И вот в тот день, попозже, они сидели у Арчи в квартире (где прежде она была всего лишь раз, когда переодевалась к своему первому свиданию с Джеком, – казалось, уже годы прошли), и Джек с Арчи поладили просто превосходно. Она не прислушивалась к их беседе, потому как все в ней походило на обычный разговор о войне. Вместо этого она обследовала комнату Арчи: смертной белизны стены, большая картина полуобнаженной женщины, возлежавшей на диване рядом с большой вазой роз, – уродливая фигура, зато колорит чудесный. Вот стол, на котором стоял горшочек с гиацинтами, а еще лампа, сделанная из какой-то старинной черной стеклянной бутылки. Полки по обе стороны камина прогибались под тяжестью книг, один небольшой простенок у двери занимал поточенный жучком дубовый комод, в котором, как сказал он ей, хранились запасные постельные принадлежности. Сверху комод был накрыт куском шелка (пурпурный с зеленым) с вышивкой со стеклярусом на нем. Напротив по обе стороны окна висели грязноватые шторы в широкую красно-кремовую полоску, за ними виднелся балкончик, выходивший на сквер. В тот вечер, когда она переодевалась в свое черное платье, ничего этого она не заметила.
Встреча прервалась, потому что Арчи собирался на ланч в Челси, «очень поздний ланч, поскольку хозяйка испанка, но даже и с ней можно и опоздать».
Он поцеловал ее в щеку, поблагодарил их, что зашли, и тогда она заметила, что Арчи ни разу даже не намекнул на жизнь семейства Казалет или на Хоум-Плейс и вообще ни на что, что могло бы дать Джеку почувствовать себя посторонним.
На улице Джек взял ее под руку и сказал:
– Я рад, что познакомился с ним. Хорошо увидеть хоть что-то от вашей семьи.
– Вообще-то он не из семьи.
– А воспринимается, как будто из. Короче, хорошо, что у тебя есть такой друг.
Новый год пришел мягким, сухим и ярким, дождей, казалось, вовсе не было. Впоследствии она никак не могла вспомнить, когда они впервые завели разговор об этом: о войне они говорили нечасто, однако близкое вторжение во Францию, «второй фронт» постоянно поминались в Хоум-Плейс, в газетах, об этом вели разговоры люди в поезде.

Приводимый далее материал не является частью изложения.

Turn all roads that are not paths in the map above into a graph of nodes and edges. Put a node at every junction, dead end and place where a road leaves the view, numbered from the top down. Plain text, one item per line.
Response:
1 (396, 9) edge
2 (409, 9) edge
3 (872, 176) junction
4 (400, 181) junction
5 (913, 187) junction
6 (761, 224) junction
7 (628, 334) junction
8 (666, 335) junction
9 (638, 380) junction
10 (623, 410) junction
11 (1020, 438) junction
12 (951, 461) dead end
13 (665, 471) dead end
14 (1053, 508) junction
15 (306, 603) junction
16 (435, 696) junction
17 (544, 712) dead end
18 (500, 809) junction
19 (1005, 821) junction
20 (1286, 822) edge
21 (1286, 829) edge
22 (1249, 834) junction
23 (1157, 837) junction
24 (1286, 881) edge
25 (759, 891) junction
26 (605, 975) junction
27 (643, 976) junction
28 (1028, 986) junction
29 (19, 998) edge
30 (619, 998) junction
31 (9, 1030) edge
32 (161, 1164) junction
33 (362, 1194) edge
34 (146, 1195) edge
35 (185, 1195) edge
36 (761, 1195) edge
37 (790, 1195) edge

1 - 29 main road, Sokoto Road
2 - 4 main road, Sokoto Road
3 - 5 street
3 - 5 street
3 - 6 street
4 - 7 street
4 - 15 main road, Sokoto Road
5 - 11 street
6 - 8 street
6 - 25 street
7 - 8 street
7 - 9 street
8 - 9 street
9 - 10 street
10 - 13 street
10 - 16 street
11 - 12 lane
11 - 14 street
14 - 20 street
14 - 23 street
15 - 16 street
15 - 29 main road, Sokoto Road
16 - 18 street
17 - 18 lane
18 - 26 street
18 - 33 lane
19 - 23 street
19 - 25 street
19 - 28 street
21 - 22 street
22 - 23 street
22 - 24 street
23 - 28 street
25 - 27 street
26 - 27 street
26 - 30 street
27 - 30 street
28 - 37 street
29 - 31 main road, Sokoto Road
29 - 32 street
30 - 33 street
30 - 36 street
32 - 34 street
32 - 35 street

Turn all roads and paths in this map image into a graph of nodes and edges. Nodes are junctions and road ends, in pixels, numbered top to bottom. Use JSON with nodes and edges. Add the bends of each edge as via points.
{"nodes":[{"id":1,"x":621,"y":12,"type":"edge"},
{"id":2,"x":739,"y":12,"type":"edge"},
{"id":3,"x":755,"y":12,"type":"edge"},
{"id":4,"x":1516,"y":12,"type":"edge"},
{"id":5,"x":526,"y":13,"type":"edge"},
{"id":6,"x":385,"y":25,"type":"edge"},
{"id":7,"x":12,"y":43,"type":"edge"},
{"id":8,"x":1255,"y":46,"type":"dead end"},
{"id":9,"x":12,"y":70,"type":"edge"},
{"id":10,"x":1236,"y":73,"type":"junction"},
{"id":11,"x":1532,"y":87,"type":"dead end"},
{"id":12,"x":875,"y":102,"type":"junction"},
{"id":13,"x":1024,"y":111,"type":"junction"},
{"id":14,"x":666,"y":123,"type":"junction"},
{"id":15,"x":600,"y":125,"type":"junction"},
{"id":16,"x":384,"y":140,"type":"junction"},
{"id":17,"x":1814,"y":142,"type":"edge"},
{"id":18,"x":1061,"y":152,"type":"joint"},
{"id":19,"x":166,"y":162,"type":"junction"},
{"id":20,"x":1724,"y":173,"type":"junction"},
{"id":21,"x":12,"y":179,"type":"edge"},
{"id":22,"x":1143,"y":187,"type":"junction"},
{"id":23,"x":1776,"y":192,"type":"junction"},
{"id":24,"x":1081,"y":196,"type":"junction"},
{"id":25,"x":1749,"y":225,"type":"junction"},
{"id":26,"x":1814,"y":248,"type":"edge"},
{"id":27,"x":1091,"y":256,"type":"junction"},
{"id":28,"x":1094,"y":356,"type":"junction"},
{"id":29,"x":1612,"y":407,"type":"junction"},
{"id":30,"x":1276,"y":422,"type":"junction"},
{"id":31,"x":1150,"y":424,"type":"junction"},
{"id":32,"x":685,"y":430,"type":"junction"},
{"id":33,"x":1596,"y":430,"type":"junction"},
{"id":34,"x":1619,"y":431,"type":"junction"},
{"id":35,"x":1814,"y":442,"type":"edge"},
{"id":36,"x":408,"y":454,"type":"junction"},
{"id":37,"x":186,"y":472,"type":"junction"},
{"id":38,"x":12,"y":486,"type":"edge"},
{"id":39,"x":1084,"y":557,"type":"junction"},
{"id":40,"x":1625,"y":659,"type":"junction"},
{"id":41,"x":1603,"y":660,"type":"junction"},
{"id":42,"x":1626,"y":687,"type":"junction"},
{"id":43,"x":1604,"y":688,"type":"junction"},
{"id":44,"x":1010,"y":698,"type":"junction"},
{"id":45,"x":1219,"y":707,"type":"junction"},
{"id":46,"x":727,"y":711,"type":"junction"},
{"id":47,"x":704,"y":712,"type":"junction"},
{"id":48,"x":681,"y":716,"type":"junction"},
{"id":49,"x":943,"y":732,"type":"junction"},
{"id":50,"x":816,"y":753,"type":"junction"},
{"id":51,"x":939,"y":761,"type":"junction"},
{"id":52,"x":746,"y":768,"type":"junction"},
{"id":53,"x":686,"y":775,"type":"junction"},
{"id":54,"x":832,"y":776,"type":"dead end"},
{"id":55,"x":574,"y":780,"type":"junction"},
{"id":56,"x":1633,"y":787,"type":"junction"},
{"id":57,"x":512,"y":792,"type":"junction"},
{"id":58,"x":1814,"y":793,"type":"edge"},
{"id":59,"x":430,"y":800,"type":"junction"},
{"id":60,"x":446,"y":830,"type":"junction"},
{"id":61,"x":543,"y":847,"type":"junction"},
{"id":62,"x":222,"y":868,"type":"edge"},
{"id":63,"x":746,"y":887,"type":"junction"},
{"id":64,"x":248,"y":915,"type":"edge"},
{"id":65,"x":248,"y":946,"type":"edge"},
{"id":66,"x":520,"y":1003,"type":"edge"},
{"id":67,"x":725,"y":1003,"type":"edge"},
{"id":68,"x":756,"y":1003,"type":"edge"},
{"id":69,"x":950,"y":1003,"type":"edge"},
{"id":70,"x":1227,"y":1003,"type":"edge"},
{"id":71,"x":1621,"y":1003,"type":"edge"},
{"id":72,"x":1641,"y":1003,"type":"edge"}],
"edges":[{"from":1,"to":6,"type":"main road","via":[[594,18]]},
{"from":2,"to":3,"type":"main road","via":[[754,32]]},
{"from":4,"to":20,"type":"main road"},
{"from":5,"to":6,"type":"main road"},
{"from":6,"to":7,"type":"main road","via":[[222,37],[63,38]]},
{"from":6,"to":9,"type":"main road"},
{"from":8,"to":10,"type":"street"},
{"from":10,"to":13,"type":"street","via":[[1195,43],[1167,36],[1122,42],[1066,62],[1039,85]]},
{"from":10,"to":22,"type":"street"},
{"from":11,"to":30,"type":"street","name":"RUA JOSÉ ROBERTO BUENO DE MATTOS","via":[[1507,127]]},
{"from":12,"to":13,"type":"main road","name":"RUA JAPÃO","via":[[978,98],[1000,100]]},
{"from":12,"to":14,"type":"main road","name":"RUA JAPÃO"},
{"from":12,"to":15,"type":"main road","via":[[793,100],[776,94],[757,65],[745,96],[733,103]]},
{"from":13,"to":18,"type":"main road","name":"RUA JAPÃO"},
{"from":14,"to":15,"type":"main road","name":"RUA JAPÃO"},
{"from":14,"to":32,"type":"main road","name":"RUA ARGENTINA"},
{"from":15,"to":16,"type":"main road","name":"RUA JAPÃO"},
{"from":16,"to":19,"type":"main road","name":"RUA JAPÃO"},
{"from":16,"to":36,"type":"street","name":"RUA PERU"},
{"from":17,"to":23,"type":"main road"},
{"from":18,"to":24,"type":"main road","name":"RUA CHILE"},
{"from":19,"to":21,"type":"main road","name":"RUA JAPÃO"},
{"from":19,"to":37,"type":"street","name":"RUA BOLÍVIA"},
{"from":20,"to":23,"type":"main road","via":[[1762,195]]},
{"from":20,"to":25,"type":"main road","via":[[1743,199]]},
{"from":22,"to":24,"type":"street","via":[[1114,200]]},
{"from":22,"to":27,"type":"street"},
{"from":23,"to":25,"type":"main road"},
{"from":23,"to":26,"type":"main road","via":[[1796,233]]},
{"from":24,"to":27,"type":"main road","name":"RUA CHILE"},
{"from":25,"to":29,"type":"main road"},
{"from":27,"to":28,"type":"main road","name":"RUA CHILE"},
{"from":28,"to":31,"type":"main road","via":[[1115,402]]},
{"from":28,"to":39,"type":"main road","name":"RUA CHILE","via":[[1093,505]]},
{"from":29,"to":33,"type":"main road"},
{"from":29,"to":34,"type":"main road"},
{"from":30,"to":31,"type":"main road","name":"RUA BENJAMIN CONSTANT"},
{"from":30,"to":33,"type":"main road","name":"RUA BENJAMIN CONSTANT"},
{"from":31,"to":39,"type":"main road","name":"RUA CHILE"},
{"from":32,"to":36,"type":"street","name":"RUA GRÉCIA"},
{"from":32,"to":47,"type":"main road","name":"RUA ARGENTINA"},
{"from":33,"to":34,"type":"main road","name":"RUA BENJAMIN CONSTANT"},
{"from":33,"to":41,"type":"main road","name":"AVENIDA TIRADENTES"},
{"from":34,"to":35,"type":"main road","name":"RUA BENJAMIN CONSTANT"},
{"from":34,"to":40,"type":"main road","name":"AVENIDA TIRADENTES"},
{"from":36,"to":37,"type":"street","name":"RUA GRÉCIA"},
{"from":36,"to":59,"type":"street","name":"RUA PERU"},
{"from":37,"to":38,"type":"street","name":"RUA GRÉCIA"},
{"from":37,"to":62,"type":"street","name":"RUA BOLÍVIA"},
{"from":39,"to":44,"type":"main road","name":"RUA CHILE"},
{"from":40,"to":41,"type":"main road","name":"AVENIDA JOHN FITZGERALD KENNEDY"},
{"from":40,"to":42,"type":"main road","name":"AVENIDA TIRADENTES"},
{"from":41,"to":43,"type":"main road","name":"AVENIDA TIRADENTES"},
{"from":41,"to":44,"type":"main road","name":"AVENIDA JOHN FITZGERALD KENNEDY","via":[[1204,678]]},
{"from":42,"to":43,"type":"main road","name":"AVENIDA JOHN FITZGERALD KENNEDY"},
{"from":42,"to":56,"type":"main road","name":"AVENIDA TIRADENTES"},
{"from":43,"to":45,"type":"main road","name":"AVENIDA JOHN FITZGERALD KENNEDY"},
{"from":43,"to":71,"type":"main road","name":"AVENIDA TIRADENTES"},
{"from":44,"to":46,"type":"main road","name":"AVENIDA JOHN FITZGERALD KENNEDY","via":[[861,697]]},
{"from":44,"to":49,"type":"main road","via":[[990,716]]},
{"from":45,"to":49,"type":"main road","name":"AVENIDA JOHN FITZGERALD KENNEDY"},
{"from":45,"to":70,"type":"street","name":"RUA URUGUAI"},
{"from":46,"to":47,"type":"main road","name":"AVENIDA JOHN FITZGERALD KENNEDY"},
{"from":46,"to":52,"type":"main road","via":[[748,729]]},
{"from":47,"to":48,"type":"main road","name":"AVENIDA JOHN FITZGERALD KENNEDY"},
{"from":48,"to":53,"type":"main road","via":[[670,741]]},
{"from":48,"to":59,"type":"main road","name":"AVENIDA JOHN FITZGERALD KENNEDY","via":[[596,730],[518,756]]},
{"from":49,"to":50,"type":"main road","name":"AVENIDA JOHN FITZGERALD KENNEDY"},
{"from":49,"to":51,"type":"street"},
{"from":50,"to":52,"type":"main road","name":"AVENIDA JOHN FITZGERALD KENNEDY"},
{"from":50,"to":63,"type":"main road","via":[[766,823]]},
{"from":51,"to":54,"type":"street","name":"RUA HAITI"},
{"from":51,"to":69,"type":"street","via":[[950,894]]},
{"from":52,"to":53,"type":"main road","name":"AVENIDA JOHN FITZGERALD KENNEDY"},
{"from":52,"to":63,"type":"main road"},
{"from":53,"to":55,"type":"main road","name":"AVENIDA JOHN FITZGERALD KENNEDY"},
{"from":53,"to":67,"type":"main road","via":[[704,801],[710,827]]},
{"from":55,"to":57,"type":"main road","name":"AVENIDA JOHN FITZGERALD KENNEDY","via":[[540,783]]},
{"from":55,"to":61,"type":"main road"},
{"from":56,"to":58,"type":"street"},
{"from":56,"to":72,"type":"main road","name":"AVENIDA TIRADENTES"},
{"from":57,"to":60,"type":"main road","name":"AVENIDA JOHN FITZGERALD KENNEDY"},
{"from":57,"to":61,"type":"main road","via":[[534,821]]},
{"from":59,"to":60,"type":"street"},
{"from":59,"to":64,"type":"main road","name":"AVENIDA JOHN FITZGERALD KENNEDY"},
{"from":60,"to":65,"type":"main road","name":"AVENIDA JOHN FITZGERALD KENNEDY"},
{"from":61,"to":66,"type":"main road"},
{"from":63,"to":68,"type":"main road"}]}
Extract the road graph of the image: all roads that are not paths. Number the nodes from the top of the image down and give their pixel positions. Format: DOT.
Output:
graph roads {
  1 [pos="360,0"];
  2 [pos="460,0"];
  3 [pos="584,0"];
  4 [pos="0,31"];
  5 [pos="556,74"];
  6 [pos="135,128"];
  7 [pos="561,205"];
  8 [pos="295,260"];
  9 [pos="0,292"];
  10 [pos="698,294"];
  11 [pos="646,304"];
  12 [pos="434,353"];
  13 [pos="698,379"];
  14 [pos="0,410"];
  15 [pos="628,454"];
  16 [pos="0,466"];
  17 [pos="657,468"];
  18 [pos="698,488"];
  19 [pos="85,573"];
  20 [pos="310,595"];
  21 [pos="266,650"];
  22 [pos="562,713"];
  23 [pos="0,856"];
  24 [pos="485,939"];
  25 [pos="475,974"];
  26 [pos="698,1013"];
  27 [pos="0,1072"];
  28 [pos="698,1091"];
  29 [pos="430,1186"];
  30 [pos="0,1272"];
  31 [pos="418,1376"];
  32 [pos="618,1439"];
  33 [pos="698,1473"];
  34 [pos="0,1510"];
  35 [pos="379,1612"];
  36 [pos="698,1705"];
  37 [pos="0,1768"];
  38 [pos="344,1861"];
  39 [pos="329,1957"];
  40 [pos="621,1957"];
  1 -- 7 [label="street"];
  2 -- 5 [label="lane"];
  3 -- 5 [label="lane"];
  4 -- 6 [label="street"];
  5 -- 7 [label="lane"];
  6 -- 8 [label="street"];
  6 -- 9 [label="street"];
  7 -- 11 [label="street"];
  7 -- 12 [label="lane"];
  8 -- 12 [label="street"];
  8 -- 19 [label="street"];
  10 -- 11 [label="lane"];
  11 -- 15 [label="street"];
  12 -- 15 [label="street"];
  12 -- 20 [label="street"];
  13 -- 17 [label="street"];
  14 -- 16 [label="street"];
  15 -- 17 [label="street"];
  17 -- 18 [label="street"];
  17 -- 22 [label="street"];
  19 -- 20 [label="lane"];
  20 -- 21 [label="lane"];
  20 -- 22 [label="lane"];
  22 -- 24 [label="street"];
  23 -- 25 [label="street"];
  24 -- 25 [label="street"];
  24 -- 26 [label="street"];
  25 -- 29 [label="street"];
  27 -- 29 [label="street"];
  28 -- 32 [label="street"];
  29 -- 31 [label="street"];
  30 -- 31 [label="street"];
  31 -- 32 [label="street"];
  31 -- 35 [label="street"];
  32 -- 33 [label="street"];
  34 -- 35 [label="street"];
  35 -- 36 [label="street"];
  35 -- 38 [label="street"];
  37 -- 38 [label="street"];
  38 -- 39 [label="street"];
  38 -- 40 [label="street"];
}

– Когда, по-твоему, это произойдет? – походя спросила она его однажды.
– Скоро, надеюсь. Нам понадобится хорошая погода, впрочем. А здесь, похоже, это понимается как лето. Не волнуйся, милая, пока что этого не случится.
– «Волнуйся»? С чего? Разве ты пойдешь?
– Да, – сказал он.
– Во Францию?
– Милая – да.
– Надолго? – глупо спросила она.
– На столько, сколько это протянется, – ответил он. – Не волнуйся. Я всего лишь журналист – лишь своего рода очевидец. Сражаться я не буду.